INVESTIGAÇÃO MOSTRA COMO SISTEMA IMUNITÁRIO PROTEGE FETO DE INFEÇÕES

Redação, 20 ago 2020 (Lusa) — Investigadores da Universidade de Harvard, Estados Unidos, descobriram como durante a gravidez o sistema imunitário protege o feto de infeções sem destruir as células infetadas, algo nunca antes observado.

De acordo com os resultados da investigação, anunciados num artigo hoje publicado na revista científica “Cell”, cuja primeira autora é a portuguesa Ângela Crespo, é possível eliminar infeções sem afetar o desenvolvimento fetal.

No processo estão em causa as células “natural killer”, ou exterminadoras naturais – que são conhecidas há décadas e que têm como função matar células infetadas – e uma proteína antibacteriana chamada granulisina.

Ângela Crespo, em declarações à Agência Lusa, lembrou que as células “natural killer”, que estão presentes em todo o corpo, normalmente o que fazem é eliminar células “em stress”, como as células cancerígenas, através de proteínas tóxicas, mas numa gravidez normal células com proteínas tóxicas não são destruídas (o que colocaria em risco a vida do feto) porque essas células “são reguladas de maneira diferente”, e são mesmo “células que estão lá para ajudar”.

“O que descobrimos é que essas células que vivem no útero, além das proteínas tóxicas têm níveis elevados da proteína granulisina. Quisemos ver se tinham capacidade para eliminar infeções bacterianas e o que esperávamos é que elas, ao detetarem a célula da placenta infetada, eliminassem essa célula da placenta. O que nos surpreendeu foi que elas só transferiram (para a célula infetada) a proteína antibacteriana e não outras proteínas que matariam a célula”, explicou a investigadora.

Para já, “tentar usar granulisina numa infeção bacteriana é preliminar”, mas a investigação ajuda a compreender melhor o funcionamento do sistema imunitário na gravidez, disse Ângela Crespo, quando questionada sobre como poderia a descoberta ajudar na luta contra doenças, em termos gerais.
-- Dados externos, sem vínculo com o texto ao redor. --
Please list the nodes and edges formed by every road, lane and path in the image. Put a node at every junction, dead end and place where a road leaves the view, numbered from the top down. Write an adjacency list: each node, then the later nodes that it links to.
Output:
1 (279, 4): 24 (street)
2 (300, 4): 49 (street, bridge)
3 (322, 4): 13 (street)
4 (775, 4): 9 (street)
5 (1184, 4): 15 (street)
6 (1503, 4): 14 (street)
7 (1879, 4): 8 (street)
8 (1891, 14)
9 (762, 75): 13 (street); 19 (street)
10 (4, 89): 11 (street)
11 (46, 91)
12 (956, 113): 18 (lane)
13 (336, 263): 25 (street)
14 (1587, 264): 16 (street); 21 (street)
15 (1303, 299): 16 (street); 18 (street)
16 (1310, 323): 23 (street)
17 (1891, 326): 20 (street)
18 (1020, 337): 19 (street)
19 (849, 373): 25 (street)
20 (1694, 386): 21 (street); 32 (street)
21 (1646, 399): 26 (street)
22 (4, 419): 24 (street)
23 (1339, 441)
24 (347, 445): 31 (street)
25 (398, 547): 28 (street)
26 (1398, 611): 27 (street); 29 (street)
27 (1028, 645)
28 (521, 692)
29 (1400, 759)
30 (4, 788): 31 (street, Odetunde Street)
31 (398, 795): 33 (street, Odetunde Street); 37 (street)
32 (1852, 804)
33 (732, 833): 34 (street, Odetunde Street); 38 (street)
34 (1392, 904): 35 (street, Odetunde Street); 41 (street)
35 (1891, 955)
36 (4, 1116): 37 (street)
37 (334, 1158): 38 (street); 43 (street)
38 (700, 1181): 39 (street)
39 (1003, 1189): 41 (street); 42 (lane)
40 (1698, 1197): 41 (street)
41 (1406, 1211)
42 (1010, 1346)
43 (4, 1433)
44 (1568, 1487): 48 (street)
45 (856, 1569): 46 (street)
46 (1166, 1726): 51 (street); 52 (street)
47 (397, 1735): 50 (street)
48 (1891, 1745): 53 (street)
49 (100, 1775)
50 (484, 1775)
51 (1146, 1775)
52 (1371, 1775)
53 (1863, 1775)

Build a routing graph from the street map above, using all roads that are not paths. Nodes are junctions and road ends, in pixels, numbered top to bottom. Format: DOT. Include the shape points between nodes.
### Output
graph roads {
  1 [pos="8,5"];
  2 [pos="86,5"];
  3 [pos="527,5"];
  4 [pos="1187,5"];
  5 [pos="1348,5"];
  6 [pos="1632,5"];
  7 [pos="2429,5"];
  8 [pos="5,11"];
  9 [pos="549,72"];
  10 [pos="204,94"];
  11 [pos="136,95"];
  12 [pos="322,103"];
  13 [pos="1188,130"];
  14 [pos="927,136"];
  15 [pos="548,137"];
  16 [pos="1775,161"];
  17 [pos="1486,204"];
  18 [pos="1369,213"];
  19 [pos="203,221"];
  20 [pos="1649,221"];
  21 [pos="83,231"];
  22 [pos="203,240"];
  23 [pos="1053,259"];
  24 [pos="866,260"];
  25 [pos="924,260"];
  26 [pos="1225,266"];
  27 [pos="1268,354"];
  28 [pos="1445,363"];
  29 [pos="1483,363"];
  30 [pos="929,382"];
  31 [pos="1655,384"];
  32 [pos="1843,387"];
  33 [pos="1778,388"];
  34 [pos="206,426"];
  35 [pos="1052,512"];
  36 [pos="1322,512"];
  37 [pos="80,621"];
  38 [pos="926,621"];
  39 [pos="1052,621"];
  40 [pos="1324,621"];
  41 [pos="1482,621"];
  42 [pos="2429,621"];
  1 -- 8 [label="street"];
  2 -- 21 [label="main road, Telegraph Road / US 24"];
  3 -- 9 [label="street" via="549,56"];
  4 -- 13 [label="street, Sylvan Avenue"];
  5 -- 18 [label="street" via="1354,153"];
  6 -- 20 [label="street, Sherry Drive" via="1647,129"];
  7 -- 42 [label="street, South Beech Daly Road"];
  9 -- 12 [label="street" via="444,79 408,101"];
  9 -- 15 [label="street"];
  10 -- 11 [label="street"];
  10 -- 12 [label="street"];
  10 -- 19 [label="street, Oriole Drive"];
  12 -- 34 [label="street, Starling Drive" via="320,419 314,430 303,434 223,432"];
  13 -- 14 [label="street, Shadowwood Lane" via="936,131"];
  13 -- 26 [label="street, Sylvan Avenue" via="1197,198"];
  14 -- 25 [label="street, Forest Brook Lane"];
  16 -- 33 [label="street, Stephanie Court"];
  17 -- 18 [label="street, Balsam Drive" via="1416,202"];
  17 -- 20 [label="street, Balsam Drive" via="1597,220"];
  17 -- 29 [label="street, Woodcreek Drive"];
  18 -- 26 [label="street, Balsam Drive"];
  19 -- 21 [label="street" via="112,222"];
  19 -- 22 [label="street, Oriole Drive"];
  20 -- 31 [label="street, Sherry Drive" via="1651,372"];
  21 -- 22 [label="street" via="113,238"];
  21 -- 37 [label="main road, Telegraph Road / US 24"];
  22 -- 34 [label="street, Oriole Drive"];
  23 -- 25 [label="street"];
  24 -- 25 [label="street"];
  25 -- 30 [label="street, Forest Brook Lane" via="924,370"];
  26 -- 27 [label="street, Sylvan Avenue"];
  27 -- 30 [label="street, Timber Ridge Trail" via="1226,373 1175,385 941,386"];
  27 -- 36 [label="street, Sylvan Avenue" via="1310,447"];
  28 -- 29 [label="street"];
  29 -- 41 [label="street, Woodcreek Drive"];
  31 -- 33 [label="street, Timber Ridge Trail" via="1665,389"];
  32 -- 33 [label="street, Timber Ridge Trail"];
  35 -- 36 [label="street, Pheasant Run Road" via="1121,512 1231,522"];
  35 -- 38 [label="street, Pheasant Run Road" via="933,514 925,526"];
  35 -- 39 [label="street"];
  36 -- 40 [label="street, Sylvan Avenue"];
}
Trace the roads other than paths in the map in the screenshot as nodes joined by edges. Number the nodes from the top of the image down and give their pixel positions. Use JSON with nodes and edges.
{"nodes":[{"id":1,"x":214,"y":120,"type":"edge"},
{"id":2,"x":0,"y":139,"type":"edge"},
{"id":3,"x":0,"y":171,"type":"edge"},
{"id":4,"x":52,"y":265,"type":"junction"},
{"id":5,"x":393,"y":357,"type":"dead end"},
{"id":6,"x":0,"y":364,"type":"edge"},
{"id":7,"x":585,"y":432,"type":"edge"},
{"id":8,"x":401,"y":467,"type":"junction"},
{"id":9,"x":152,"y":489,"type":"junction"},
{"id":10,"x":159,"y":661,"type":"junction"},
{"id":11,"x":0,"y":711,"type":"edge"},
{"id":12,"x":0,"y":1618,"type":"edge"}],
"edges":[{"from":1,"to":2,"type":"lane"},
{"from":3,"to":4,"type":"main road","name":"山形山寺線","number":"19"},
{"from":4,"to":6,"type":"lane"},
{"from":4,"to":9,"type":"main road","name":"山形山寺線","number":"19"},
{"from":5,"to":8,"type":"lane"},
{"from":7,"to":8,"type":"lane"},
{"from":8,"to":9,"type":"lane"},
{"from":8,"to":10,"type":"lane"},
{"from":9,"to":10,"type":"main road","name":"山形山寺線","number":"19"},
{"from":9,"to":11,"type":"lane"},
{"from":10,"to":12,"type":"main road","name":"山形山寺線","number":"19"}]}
Na gravidez, acrescentou, há muitas vezes infeções que não são detetadas e “perceber como está envolvido o sistema imunitário é importante”, sendo que aprofundando o estudo poderá ser possível perceber como eliminar infeções congénitas antes que estas “criem problemas”, afirmou.

Durante a gravidez o feto é um organismo semi-incompatível com o sistema imunitário materno, uma vez que metade dos genes provêm do pai (como se fosse um transplante). A investigação, segundo uma nota divulgada a propósito da publicação de hoje, quis perceber como consegue a mãe tolerar a presença de um feto e ao mesmo tempo manter a imunidade contra infeções.

Essas infeções, lembra-se no documento, se não forem controladas, podem causar atrasos no desenvolvimento, anomalias congénitas ou mesmo o aborto espontâneo.

“Demonstrámos que as células ´natural killer´ da decídua humana (zona onde a placenta invade o útero), que são as células imunitárias do útero mais abundantes durante o primeiro trimestre da gravidez, têm a capacidade de eliminar infeções bacterianas dentro de células da placenta, sem matar essas mesmas células”, e fazem-no formando um pequeno tubo entre si e a célula da placenta, injetando assim a granulisina na célula infetada, explicam os investigadores.

E frisam que esse mecanismo imunológico de eliminar uma infeção intracelular sem matar a célula infetada “nunca tinha sido observado antes” e que é isso que permite ao sistema imunitário manter a tolerância ao feto ao mesmo tempo que o protege de infeções.

O trabalho de investigação envolveu o uso de células humanas mas também foram feitas experiências com ratos, que não possuem granulisina naturalmente mas que se for usado um modelo (transgénico) que a tenha é menor a probabilidade de abortos espontâneos, disse Ângela Crespo.

Nos Estados Unidos desde 2010, a investigadora estudou biologia molecular na Faculdade de Ciências da Universidade de Lisboa, fez investigação em Portugal e escolheu para doutoramento a questão da tolerância da grávida a um feto que lhe é metade estranho, tendo estudado em Coimbra, de onde rumou a Harvard, nos Estados Unidos.

Depois do doutoramento em Harvard está agora a acabar o pós-doutoramento no “Boston Children’s Hospital, Harvard Medical School”, e gostava de no futuro trabalhar para a indústria, como disse à Lusa.

Para já está a trabalhar na investigação do novo coronavírus, que provoca a doença covid-19.